Stored data entries
——
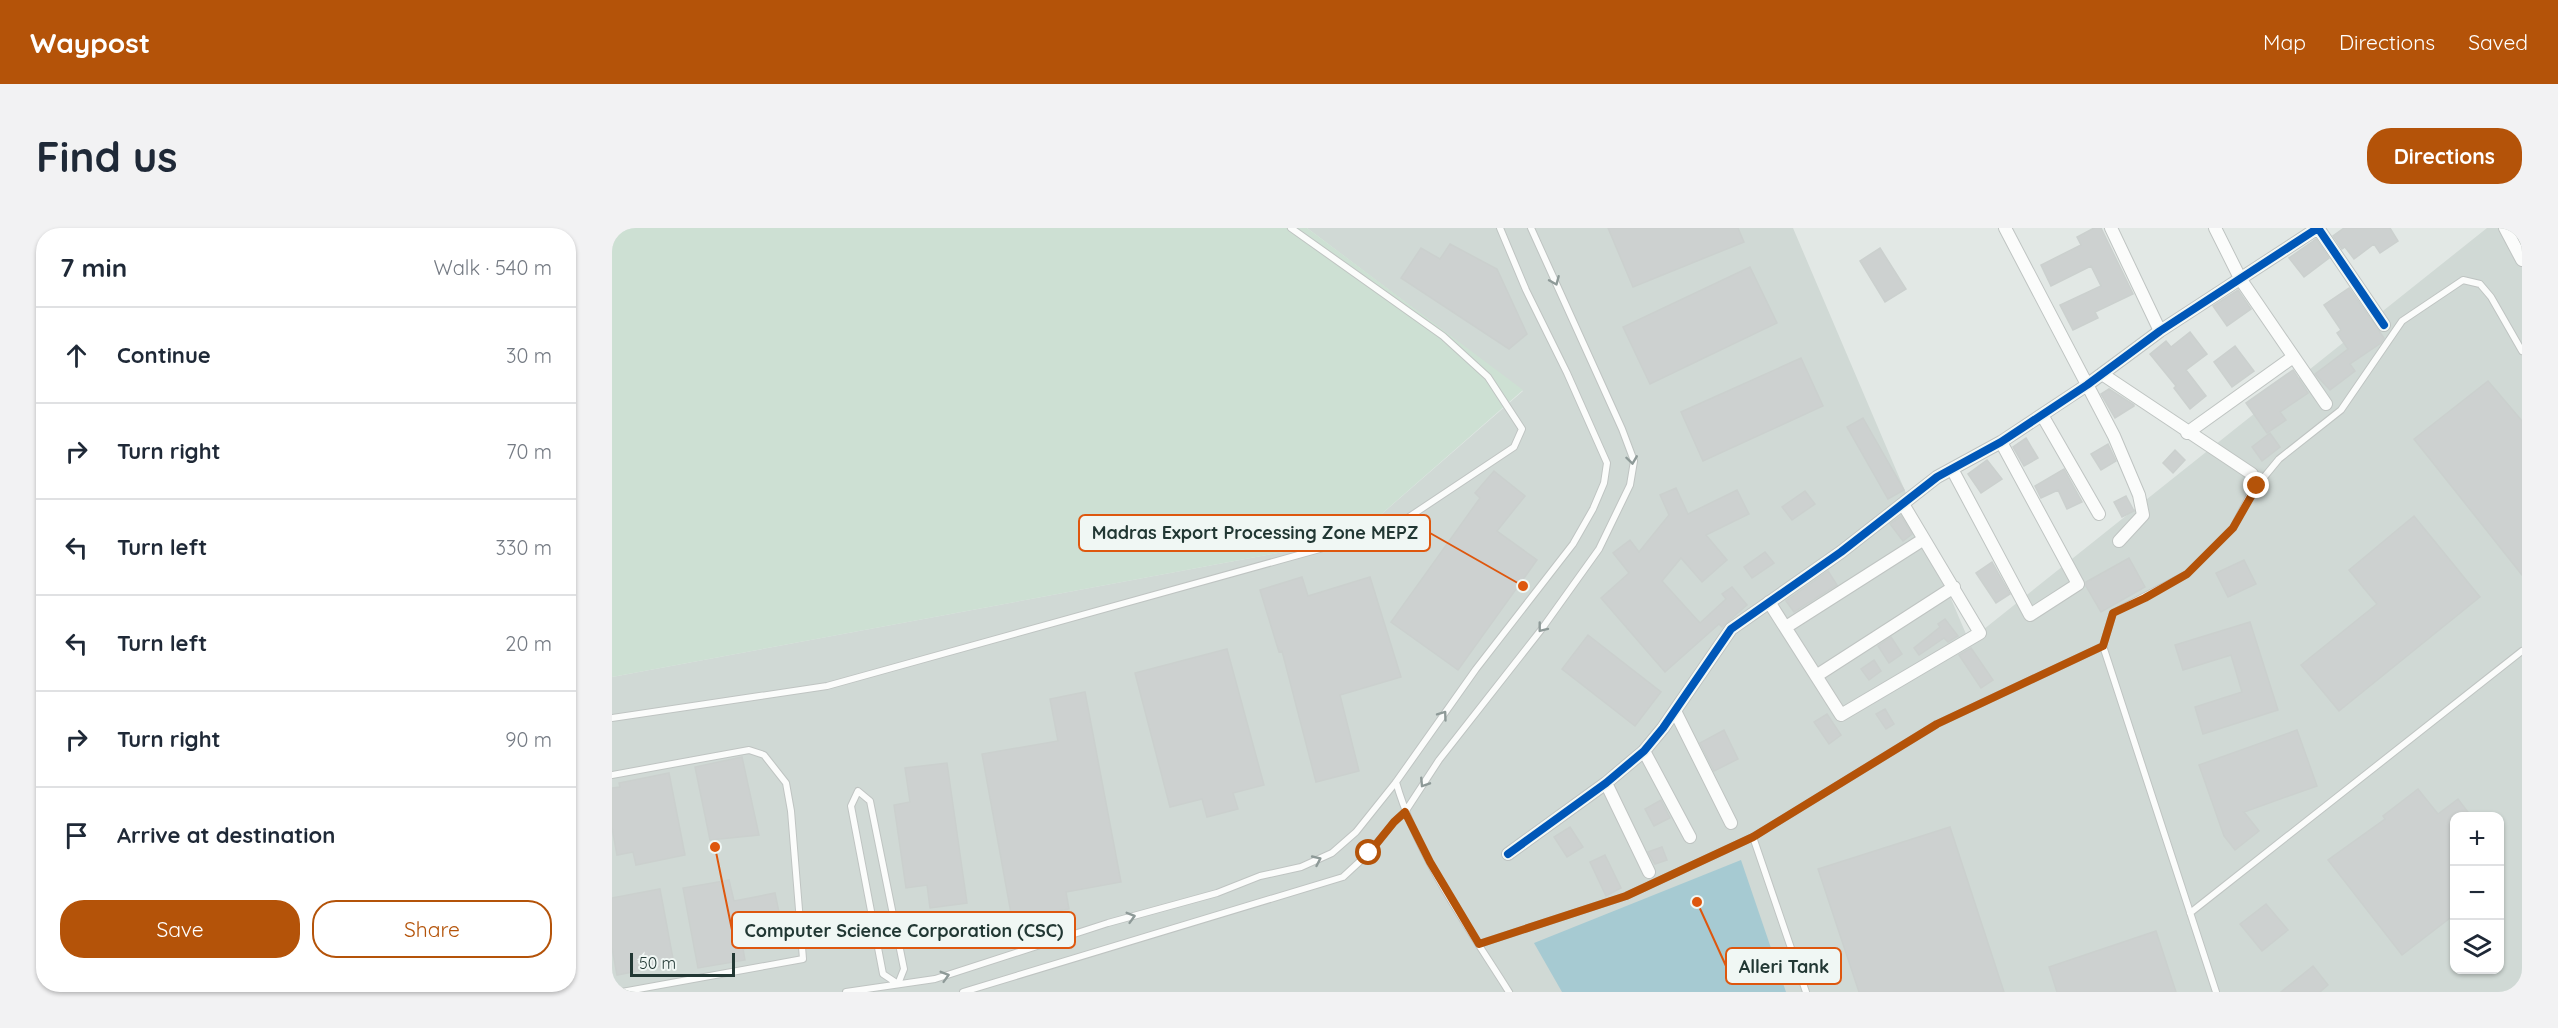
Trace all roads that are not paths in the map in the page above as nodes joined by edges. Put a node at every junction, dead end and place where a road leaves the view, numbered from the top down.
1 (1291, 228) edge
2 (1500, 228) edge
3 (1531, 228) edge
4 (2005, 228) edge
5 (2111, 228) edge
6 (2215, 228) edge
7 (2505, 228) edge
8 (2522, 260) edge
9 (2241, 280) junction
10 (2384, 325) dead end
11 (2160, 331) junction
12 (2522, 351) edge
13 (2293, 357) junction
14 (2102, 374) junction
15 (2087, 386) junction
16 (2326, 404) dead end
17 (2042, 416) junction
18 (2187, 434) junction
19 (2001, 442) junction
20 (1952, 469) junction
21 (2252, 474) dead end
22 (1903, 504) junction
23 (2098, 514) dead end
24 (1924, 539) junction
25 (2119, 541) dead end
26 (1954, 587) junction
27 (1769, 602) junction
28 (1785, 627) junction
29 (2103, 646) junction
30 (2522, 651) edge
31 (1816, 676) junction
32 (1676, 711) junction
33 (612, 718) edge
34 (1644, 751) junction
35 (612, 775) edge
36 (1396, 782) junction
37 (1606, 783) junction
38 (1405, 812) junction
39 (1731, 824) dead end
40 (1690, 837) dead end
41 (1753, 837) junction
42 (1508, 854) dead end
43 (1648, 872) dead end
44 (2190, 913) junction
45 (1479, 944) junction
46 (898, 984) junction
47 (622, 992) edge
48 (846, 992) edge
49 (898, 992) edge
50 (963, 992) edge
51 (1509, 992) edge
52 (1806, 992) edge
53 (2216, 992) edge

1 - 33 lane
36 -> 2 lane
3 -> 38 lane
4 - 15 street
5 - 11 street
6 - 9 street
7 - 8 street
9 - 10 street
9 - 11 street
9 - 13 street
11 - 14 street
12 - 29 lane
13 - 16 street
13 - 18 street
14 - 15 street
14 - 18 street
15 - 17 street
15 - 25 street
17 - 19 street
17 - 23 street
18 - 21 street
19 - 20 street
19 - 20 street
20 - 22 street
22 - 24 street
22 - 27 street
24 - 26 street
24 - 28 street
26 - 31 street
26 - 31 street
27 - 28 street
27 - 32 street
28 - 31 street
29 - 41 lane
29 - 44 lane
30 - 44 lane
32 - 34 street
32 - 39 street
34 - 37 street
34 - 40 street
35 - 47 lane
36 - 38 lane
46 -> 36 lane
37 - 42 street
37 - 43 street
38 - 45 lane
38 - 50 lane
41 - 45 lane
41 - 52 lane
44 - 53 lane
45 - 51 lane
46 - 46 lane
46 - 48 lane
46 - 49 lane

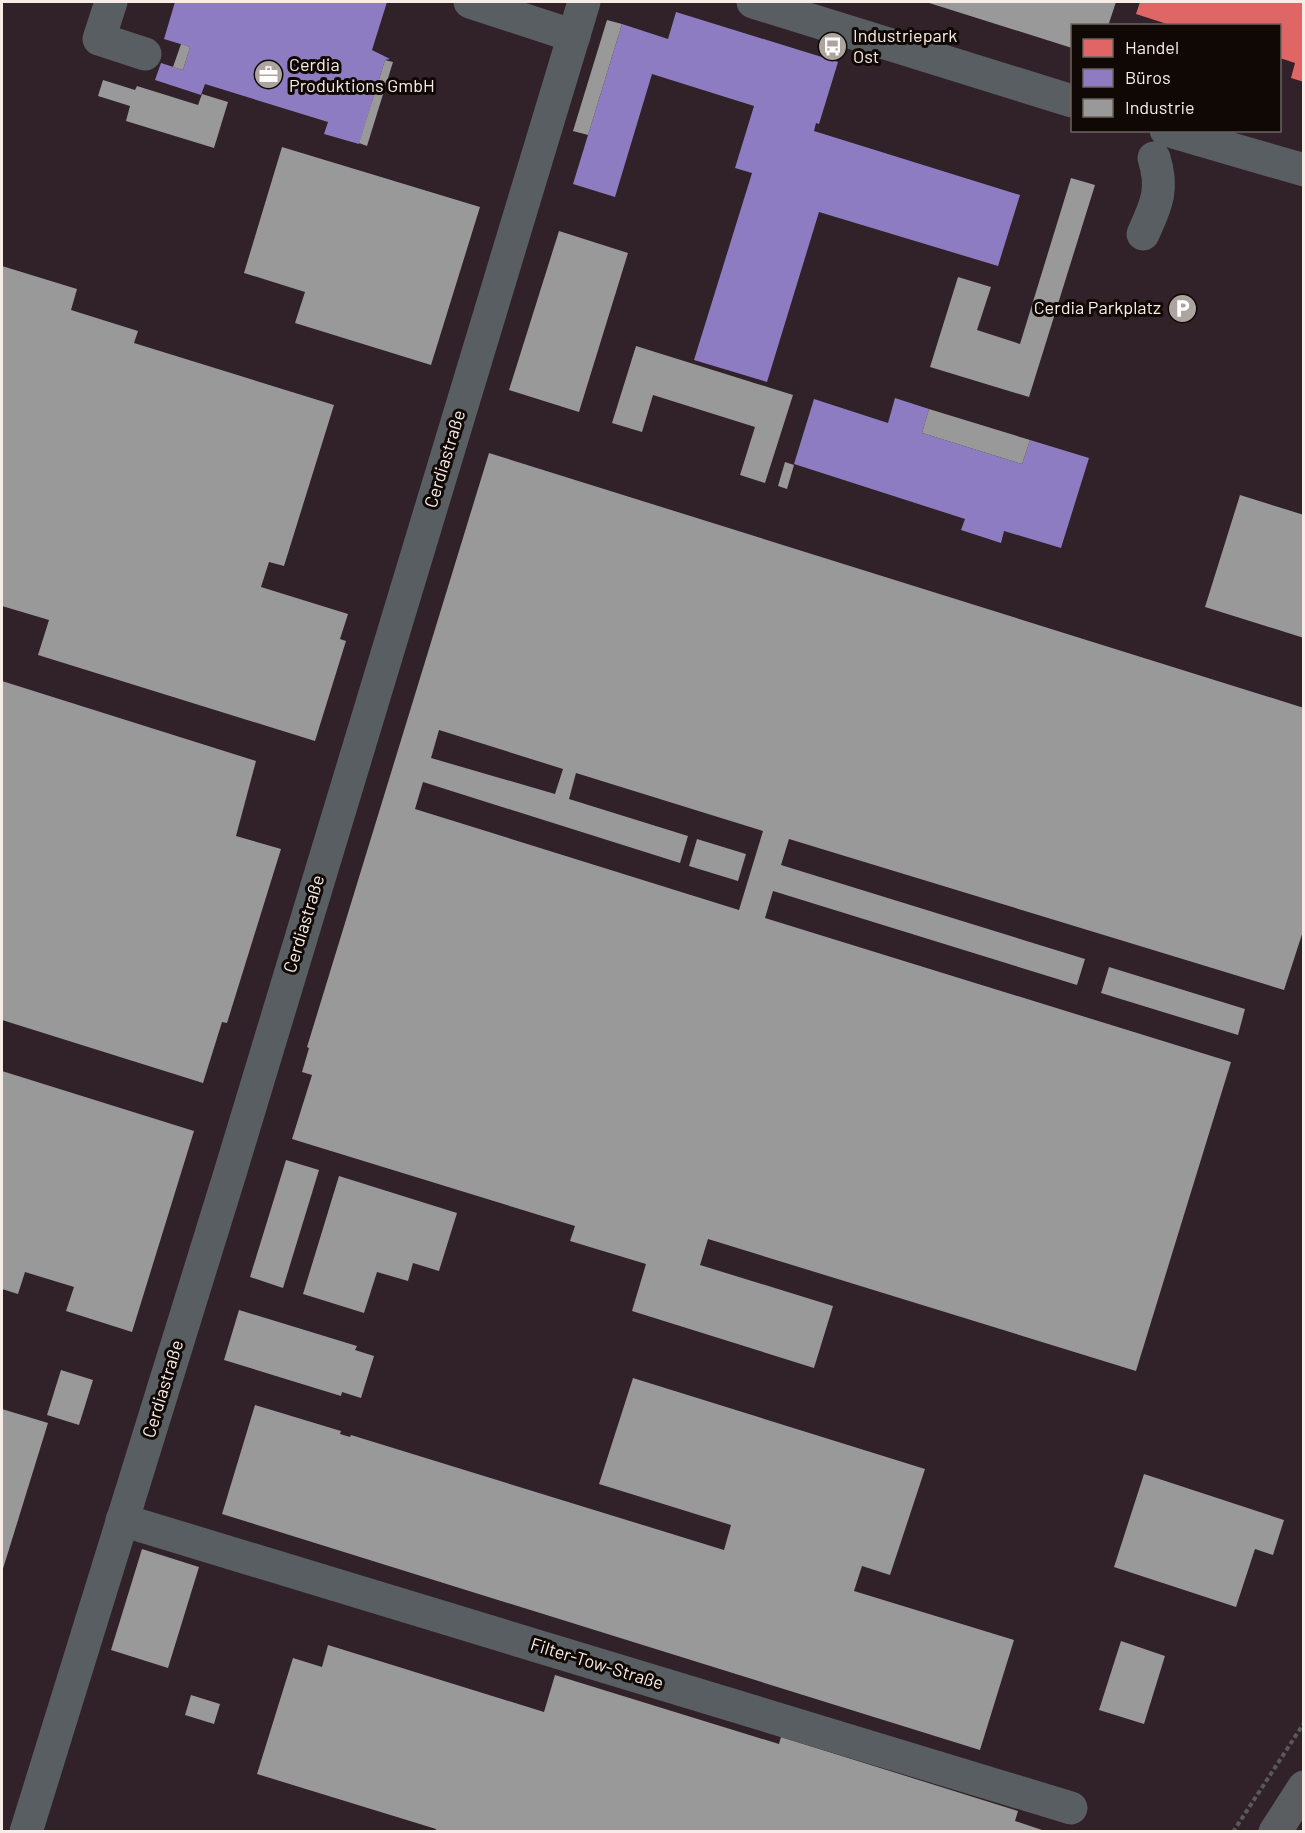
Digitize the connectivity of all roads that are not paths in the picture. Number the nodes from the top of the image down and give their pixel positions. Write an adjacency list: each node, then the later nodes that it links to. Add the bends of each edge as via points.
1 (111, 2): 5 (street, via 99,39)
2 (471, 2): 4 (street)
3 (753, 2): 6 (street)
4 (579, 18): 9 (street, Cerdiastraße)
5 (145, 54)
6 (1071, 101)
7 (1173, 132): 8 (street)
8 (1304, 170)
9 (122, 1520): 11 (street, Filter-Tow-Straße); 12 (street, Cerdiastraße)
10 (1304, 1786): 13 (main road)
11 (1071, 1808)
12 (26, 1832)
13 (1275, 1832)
——
PROMPT: Out of the records above, pick each line that contains the string "nodes".

SOLUTION:
Trace all roads that are not paths in the map in the page above as nodes joined by edges. Put a node at every junction, dead end and place where a road leaves the view, numbered from the top down.
Digitize the connectivity of all roads that are not paths in the picture. Number the nodes from the top of the image down and give their pixel positions. Write an adjacency list: each node, then the later nodes that it links to. Add the bends of each edge as via points.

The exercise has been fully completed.